Search the data below, and report every line in which "Cedar" occurs.

(Saved data entries)
-------

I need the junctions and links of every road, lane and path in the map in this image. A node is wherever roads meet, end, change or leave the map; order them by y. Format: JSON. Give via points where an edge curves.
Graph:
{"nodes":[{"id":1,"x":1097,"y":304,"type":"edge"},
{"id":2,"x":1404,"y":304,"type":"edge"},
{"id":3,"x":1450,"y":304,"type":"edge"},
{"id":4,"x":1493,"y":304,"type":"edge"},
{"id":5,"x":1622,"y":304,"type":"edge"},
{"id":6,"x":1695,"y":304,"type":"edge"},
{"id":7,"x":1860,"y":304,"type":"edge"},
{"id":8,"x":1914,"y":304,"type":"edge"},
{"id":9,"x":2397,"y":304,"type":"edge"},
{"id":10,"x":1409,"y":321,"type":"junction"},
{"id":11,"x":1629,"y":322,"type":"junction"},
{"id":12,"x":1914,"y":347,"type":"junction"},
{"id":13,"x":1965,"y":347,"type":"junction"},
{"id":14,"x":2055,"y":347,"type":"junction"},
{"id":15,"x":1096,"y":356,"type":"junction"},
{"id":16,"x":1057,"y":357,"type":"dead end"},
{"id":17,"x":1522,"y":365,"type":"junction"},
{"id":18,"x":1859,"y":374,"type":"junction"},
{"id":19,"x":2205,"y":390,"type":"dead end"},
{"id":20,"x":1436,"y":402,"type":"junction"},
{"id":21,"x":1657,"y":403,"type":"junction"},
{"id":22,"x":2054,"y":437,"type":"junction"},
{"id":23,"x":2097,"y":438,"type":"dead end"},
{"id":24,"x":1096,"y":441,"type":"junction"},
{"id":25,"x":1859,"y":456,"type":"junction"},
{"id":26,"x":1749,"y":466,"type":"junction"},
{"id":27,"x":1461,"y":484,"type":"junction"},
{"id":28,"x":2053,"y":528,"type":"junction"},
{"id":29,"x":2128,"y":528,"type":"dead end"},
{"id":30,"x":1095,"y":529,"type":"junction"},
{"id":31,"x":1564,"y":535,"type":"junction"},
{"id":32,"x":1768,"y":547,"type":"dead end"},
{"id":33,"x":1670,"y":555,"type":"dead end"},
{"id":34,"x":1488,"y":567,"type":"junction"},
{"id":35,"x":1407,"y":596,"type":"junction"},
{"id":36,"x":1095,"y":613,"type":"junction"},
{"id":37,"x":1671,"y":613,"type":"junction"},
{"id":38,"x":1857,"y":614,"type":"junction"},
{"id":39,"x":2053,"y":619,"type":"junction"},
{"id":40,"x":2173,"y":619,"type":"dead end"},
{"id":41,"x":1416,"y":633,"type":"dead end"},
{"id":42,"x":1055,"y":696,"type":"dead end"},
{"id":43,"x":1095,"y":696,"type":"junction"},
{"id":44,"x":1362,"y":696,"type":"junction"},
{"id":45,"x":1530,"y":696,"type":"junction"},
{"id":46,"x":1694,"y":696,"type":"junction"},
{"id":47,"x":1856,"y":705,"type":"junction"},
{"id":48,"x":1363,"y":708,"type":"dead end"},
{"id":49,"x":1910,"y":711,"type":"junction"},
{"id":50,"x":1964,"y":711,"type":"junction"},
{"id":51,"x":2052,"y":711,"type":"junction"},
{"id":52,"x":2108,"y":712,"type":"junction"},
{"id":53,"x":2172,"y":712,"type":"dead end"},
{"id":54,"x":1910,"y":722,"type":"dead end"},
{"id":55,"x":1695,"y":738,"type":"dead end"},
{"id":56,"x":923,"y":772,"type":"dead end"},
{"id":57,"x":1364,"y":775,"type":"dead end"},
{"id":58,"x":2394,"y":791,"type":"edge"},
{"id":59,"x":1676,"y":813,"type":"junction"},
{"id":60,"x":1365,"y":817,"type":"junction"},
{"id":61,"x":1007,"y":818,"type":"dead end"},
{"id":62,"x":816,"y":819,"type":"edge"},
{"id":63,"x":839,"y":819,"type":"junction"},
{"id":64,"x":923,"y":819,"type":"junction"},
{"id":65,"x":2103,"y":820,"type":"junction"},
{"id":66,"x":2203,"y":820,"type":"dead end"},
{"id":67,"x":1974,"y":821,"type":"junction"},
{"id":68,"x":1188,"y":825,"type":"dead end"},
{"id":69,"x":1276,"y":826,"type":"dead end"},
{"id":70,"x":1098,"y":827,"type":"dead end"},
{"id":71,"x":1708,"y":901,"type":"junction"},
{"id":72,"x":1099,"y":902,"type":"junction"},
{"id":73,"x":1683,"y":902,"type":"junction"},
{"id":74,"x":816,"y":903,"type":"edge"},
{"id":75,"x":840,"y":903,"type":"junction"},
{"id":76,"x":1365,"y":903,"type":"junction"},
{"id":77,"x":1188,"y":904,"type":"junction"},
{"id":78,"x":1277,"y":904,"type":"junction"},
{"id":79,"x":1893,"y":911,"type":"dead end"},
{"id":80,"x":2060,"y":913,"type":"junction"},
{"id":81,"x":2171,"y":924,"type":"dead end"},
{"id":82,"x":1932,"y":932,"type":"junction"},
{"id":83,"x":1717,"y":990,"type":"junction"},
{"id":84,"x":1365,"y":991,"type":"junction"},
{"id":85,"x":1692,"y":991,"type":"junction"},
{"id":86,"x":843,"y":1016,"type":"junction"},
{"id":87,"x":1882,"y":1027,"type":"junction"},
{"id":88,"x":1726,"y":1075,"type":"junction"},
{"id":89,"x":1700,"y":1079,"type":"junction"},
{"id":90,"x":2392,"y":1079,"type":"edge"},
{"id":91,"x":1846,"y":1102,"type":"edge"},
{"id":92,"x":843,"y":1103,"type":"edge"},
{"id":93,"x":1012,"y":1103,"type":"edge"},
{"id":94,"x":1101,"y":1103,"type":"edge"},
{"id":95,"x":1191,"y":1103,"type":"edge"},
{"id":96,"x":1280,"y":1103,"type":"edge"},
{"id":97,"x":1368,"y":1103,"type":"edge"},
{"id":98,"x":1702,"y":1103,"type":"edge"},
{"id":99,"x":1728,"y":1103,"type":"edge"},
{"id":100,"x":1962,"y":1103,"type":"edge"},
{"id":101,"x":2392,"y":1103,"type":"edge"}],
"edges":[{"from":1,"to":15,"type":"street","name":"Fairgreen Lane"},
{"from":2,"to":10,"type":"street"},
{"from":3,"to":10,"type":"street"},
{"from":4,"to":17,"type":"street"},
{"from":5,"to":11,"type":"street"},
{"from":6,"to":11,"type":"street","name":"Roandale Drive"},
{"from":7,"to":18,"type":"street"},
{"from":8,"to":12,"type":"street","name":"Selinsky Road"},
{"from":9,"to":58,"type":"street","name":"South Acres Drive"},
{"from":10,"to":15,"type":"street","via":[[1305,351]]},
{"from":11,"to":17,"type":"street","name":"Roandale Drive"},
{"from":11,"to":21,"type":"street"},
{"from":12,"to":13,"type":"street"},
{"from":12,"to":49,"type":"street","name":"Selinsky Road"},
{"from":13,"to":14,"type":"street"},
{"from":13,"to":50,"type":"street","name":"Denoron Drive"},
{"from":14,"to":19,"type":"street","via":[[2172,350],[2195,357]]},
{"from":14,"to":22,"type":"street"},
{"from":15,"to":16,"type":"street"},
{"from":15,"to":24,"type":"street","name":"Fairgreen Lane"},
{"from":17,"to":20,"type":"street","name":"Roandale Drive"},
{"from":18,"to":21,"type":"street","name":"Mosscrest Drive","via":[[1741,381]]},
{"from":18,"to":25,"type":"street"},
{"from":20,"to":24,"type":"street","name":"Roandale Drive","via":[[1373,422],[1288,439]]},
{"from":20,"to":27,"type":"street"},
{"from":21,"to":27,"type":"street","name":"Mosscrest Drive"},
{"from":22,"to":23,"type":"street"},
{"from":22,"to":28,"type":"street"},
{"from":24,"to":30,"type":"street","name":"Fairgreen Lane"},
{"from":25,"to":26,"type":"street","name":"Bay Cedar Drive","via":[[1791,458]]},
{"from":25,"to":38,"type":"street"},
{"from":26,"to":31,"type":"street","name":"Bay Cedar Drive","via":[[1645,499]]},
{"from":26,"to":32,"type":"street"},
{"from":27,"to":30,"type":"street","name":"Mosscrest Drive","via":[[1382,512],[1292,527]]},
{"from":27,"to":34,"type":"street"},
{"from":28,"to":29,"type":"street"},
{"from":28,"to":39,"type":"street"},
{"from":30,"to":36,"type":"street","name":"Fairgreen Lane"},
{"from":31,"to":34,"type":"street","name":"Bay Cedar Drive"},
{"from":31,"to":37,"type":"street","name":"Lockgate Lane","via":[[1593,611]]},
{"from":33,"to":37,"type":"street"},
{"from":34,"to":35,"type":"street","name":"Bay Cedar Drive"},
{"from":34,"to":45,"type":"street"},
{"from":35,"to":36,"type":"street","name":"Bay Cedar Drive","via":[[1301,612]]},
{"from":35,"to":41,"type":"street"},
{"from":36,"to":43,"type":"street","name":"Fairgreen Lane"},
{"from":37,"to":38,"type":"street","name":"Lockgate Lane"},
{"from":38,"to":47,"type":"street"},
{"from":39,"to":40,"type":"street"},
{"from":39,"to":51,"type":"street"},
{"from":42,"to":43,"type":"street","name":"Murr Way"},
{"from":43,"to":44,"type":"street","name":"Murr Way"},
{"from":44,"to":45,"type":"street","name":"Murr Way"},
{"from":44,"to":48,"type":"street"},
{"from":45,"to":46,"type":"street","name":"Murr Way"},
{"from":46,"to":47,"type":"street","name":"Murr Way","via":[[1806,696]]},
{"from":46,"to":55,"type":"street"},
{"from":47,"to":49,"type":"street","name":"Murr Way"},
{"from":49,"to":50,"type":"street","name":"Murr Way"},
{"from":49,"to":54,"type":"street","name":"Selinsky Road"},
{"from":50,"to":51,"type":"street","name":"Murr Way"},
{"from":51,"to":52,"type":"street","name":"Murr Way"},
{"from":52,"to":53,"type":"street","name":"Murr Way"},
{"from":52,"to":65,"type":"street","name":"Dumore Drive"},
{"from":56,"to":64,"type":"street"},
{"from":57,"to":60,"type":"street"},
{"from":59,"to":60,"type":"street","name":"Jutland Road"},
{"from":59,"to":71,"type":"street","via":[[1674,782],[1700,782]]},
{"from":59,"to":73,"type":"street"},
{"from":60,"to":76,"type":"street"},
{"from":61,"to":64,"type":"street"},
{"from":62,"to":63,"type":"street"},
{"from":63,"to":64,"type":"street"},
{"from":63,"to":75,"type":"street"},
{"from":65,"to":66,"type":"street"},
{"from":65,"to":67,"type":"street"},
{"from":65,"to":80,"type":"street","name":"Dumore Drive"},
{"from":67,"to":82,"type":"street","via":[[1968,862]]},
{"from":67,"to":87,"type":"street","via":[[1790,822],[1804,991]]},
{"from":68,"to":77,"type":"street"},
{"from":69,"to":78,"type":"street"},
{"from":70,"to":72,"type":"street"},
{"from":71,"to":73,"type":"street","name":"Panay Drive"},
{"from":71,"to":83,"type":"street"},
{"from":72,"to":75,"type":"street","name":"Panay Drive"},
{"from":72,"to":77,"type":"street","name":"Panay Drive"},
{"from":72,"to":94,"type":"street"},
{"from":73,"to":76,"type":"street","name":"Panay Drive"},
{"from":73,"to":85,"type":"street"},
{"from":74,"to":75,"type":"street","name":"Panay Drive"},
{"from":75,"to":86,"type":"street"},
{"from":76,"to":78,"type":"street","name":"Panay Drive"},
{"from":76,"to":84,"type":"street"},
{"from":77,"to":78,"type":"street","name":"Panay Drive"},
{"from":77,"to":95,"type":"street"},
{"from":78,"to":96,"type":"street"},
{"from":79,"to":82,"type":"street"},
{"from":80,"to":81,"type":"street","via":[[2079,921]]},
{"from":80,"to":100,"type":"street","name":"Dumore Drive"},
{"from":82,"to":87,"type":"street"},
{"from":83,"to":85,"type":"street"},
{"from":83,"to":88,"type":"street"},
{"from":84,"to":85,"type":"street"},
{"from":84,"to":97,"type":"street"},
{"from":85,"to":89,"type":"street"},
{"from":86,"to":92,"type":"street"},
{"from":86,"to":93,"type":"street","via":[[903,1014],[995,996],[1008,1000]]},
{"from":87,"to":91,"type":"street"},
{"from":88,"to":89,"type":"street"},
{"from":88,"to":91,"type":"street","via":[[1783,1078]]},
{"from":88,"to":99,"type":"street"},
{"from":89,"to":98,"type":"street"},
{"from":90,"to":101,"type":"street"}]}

-------

* _EXERCISE RESULT_:
{"from":25,"to":26,"type":"street","name":"Bay Cedar Drive","via":[[1791,458]]},
{"from":26,"to":31,"type":"street","name":"Bay Cedar Drive","via":[[1645,499]]},
{"from":31,"to":34,"type":"street","name":"Bay Cedar Drive"},
{"from":34,"to":35,"type":"street","name":"Bay Cedar Drive"},
{"from":35,"to":36,"type":"street","name":"Bay Cedar Drive","via":[[1301,612]]},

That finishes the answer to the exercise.